Cannot persuade the Hook Manager to do anything

We are trying to create a hook that will add or delete IP addresses assigned by Open Nebula to a local authoritative DNS server but I cannot get the Hook Manager to actually show any life.

The Hook manager itself is running:

$ ps -ef|grep -i hm
oneadmin  3232 31092  0 16:41 pts/3    00:00:00 grep --color=auto -i hm
oneadmin 25604 25574  0 15:37 ?        00:00:00 ruby /usr/lib/one/mads/one_hm.rb -p 2101 -l 2102 -b 127.0.0.1
$

There are two hooks defined:

$ onehook list
  ID NAME                                                                                                                                TYPE
  11 hook-vm                                                                                                                             state
  12 add_ip_to_dns                                                                                                                api
$

The “hook-vm” is taken from the example provided in the documentation, the second one is a simple one that uses “/usr/bin/echo” as the command.

I create a VM:

$ onevm create --cpu 1 --memory 2 --name test
ID: 77
$

I wait for the VM to get to a RUNNING state, then I check the hooks, which are supposed to have executed:

$ onehook show 11
HOOK 11 INFORMATION
ID                : 11
NAME              : hook-vm
TYPE              : state
LOCK              : None

HOOK TEMPLATE
ARGUMENTS="$TEMPLATE pending"
COMMAND="vm-pending.rb"
LCM_STATE="LCM_INIT"
REMOTE="NO"
RESOURCE="VM"
STATE="PENDING"

-bash-4.2$ onehook show 12
HOOK 12 INFORMATION
ID                : 12
NAME              : add_ip_to_dns
TYPE              : api
LOCK              : None

HOOK TEMPLATE
ARGUMENTS="$API"
ARGUMENTS_STDIN="yes"
CALL="one.vm.action"
COMMAND="/usr/bin/echo"
REMOTE="NO"

$

As you can see there are no log entries.
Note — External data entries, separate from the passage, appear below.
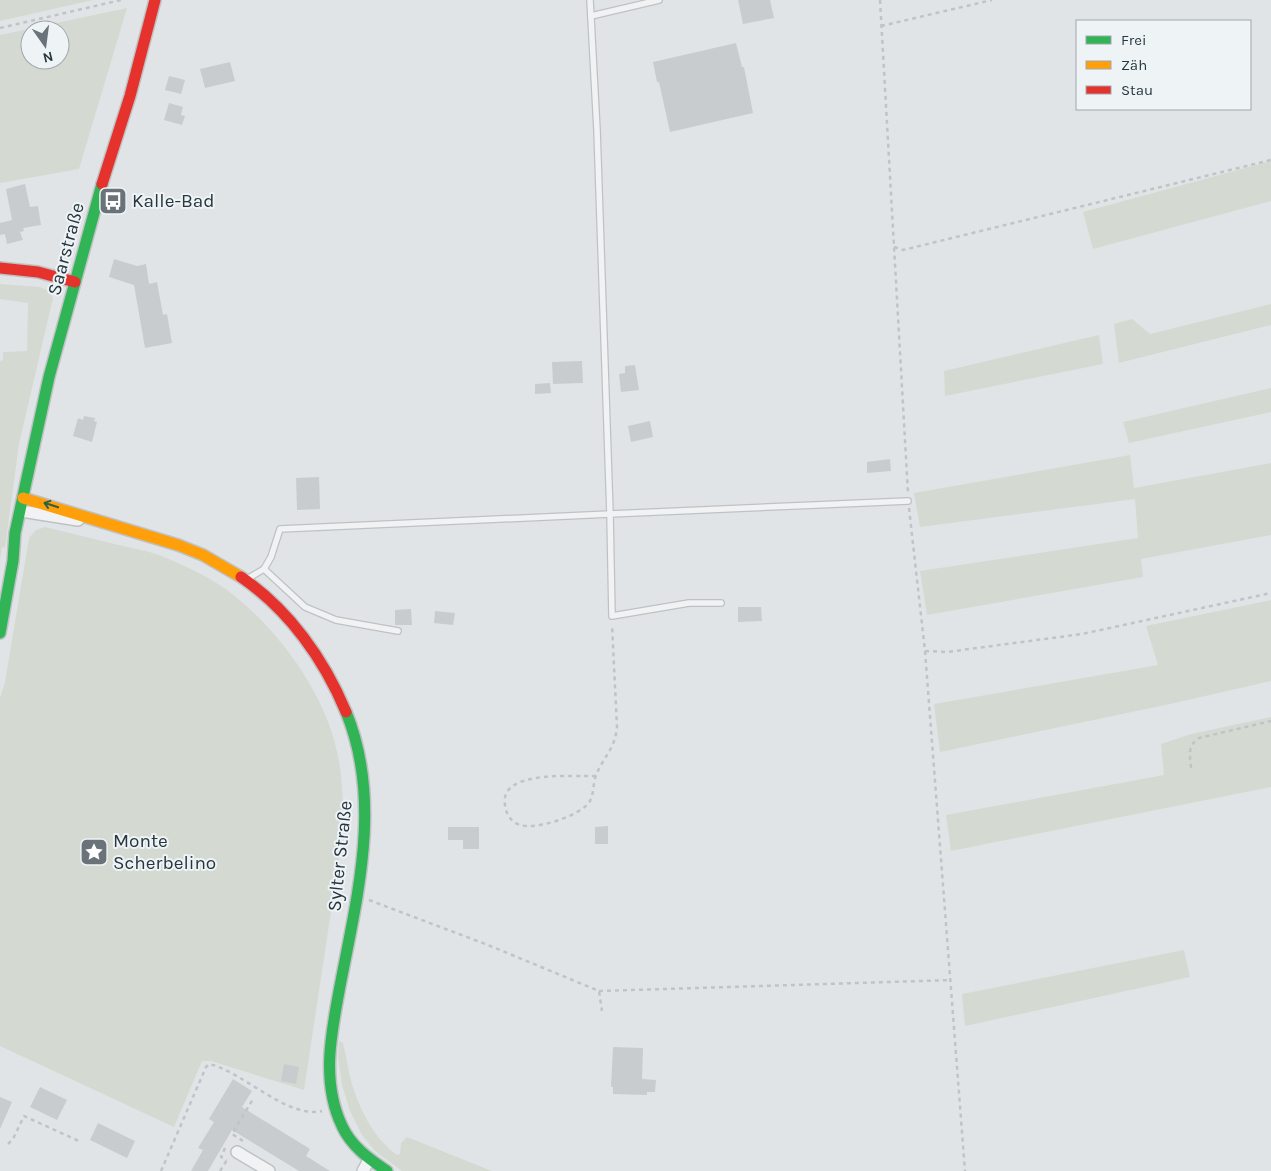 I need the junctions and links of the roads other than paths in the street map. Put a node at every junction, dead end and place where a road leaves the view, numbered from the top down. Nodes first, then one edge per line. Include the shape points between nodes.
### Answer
1 (155, 0) edge
2 (590, 0) edge
3 (660, 0) edge
4 (591, 16) junction
5 (0, 268) edge
6 (76, 282) junction
7 (23, 498) junction
8 (908, 501) road end
9 (21, 510) junction
10 (610, 514) junction
11 (111, 525) junction
12 (264, 569) junction
13 (245, 580) junction
14 (720, 604) dead end
15 (398, 631) dead end
16 (0, 633) edge
17 (237, 1152) road end
18 (369, 1160) junction
19 (270, 1171) edge
20 (363, 1171) edge
21 (387, 1171) edge

1 - 6 street, Saarstraße
2 - 4 lane
3 - 4 lane
4 - 10 lane
5 - 6 street via 48,274
6 - 7 street, Saarstraße via 49,377
7 - 9 street, Saarstraße
11 -> 7 street, Sylter Straße
8 - 10 lane
9 - 11 street, Sylter Straße
9 - 16 street, Saarstraße
10 - 12 lane via 280,529
10 - 14 lane via 612,616 689,603
11 - 13 street, Sylter Straße via 198,552
12 - 13 lane
12 - 15 lane via 305,607 336,620
13 - 18 street, Sylter Straße via 273,603 307,640 331,678 350,719 359,752 365,828 330,1044 330,1084 344,1132
17 - 19 street
18 - 20 street
18 - 21 street, Sylter Straße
I looked for any logs, but there are none:

$ onehook log
$ echo $?
0
$

According to the documentation the HEM should log to /var/log/one/onehem.log but that doesn’t exist. Note that the log directory is owned by the oneadmin user:

$ ls -l /var/log/one/onehem.log
ls: cannot access /var/log/one/onehem.log: No such file or directory
$ ls -ald /var/log/one
drwxr-x---. 2 oneadmin oneadmin 12288 Oct 12 16:51 /var/log/one
$

There are lots of other log files in there as well so I’m guessing it’s not a permissions error.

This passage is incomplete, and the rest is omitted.